**INFORMATION GIVEN**
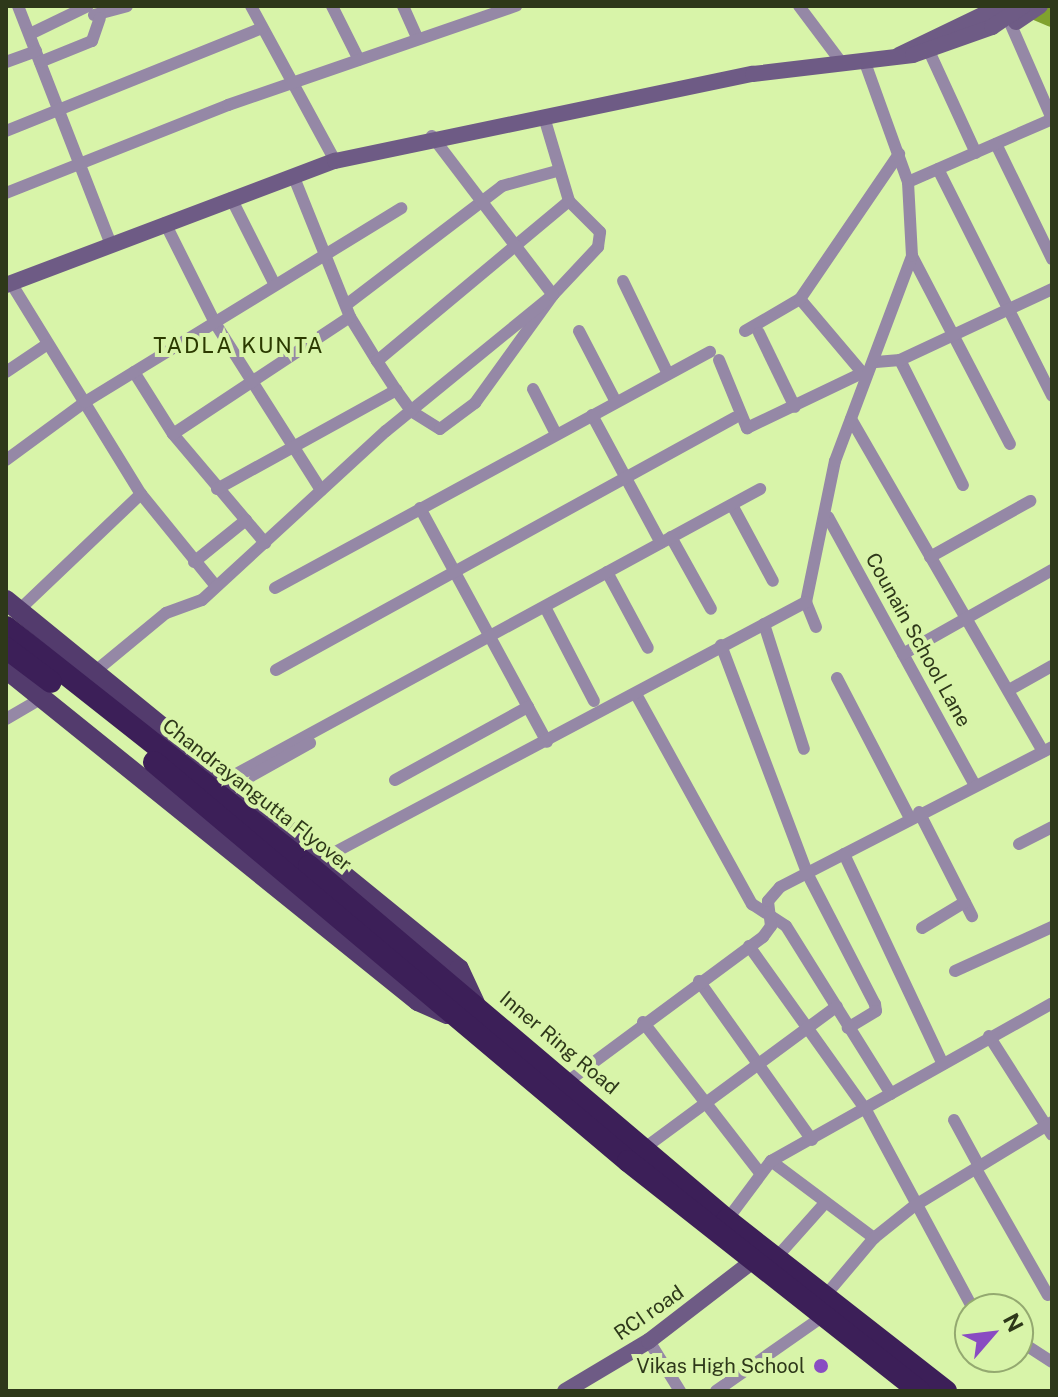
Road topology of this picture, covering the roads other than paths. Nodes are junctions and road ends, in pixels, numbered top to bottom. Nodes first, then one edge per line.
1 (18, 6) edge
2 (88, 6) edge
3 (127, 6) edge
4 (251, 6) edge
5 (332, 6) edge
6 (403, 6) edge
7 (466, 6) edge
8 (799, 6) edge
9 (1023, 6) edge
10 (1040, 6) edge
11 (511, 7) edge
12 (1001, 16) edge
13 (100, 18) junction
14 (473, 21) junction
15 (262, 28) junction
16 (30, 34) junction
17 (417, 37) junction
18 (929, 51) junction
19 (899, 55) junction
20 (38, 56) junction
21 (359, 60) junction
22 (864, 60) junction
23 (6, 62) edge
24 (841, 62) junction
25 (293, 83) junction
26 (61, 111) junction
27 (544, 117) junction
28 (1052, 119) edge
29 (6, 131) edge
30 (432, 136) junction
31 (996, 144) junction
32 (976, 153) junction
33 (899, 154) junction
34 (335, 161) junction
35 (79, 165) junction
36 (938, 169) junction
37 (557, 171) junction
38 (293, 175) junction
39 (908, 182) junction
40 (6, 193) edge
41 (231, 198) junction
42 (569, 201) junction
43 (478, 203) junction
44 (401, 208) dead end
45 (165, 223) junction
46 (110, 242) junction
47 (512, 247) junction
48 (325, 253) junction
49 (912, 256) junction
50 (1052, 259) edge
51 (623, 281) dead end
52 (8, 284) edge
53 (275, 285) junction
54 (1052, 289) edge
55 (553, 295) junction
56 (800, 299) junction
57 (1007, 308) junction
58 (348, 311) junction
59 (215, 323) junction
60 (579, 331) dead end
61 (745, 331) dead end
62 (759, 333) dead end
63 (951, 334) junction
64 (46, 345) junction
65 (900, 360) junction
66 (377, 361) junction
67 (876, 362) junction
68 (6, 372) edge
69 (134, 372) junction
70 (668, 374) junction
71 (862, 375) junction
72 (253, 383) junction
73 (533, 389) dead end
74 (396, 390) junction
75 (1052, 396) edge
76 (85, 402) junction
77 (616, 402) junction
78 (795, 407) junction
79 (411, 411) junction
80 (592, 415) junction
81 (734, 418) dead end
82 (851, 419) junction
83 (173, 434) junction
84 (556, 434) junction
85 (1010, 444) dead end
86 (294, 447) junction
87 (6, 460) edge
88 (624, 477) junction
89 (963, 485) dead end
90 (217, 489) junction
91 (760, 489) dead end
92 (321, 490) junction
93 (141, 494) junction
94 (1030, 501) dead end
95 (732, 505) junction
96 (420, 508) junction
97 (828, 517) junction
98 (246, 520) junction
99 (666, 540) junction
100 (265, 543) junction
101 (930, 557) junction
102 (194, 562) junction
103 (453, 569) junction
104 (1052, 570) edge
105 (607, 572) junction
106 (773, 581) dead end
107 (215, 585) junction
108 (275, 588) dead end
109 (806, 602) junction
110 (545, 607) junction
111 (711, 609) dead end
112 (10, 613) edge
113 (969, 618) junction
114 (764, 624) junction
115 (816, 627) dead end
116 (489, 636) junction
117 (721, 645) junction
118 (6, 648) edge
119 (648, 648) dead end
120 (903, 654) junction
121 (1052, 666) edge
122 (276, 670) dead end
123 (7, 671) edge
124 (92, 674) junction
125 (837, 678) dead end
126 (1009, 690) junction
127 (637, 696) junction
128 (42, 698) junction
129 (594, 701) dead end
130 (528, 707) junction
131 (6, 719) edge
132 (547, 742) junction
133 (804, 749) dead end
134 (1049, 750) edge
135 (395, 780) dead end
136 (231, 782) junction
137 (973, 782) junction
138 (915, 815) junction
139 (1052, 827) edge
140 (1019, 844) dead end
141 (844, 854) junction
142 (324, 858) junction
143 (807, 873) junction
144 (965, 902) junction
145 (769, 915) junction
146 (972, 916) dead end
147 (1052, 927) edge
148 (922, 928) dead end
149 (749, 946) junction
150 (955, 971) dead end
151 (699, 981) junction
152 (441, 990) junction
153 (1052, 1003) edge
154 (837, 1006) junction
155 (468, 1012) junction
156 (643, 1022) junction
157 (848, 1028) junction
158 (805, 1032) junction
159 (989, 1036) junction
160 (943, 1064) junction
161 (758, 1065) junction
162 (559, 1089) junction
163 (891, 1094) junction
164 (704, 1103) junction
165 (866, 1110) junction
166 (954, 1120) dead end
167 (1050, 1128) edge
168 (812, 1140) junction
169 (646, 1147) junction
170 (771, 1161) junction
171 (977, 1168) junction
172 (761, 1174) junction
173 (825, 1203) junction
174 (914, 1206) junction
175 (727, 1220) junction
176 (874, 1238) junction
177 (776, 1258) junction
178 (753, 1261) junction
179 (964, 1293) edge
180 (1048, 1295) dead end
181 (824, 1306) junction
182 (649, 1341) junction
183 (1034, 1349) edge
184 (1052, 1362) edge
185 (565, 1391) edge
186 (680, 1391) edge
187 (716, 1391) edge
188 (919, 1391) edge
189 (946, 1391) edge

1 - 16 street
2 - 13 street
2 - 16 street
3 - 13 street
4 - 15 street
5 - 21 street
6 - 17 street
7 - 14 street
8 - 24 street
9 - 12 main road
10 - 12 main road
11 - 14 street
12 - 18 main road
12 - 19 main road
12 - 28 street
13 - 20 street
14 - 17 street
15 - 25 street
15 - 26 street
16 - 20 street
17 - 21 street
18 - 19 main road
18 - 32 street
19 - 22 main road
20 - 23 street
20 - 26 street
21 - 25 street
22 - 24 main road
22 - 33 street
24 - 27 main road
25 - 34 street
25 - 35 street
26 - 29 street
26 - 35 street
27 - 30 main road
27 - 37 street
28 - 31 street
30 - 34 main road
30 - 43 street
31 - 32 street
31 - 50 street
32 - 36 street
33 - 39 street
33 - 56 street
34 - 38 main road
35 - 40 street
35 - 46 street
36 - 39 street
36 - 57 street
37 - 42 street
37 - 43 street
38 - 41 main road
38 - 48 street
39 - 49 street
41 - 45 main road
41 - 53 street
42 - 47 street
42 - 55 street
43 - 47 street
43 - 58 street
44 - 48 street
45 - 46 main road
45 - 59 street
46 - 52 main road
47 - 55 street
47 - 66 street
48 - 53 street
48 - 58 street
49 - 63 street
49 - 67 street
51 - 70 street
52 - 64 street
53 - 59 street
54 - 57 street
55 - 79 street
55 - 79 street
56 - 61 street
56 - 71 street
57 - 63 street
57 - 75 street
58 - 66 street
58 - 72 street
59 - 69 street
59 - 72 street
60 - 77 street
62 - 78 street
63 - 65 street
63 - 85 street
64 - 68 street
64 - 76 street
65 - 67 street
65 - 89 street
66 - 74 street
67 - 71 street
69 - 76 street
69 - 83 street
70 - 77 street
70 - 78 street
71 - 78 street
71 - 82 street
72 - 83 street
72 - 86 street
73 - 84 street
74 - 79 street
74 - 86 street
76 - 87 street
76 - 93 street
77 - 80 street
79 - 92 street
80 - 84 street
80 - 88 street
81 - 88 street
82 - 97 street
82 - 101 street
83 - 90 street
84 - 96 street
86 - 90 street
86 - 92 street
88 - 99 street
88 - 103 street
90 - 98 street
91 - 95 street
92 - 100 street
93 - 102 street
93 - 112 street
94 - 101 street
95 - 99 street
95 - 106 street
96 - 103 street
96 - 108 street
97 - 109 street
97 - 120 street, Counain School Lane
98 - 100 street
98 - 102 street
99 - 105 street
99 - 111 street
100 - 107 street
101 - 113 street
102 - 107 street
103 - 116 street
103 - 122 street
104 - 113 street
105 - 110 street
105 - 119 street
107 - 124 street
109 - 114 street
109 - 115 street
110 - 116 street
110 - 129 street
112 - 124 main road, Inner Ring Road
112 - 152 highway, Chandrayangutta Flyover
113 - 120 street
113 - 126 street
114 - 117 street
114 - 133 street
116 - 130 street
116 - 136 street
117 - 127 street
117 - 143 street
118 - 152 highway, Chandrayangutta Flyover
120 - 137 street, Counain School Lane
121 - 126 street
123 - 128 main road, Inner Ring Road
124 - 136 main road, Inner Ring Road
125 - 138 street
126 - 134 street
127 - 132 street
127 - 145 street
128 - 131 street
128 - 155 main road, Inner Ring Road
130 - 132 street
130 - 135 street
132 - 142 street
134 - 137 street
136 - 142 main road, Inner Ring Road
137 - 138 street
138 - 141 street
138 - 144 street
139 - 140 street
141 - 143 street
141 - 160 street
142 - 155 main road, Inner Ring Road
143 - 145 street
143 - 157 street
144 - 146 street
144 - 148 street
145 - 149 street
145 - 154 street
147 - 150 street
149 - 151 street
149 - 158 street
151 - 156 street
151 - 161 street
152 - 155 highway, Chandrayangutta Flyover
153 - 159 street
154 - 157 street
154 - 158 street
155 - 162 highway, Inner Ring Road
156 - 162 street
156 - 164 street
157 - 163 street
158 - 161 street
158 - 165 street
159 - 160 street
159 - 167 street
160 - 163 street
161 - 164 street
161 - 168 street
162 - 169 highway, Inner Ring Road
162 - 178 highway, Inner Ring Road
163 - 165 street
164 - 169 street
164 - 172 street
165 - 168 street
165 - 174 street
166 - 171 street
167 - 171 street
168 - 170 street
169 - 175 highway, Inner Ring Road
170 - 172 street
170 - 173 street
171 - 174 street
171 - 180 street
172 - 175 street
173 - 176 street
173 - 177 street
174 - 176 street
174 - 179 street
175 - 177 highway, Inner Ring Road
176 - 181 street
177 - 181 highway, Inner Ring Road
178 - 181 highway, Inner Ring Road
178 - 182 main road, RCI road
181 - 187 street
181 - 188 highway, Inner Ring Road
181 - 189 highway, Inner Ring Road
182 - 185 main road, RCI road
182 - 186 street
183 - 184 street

**TASK DESCRIPTION**
Match on "Flyover": copy every line in the records that has it.

**EXERCISE RESULT**
112 - 152 highway, Chandrayangutta Flyover
118 - 152 highway, Chandrayangutta Flyover
152 - 155 highway, Chandrayangutta Flyover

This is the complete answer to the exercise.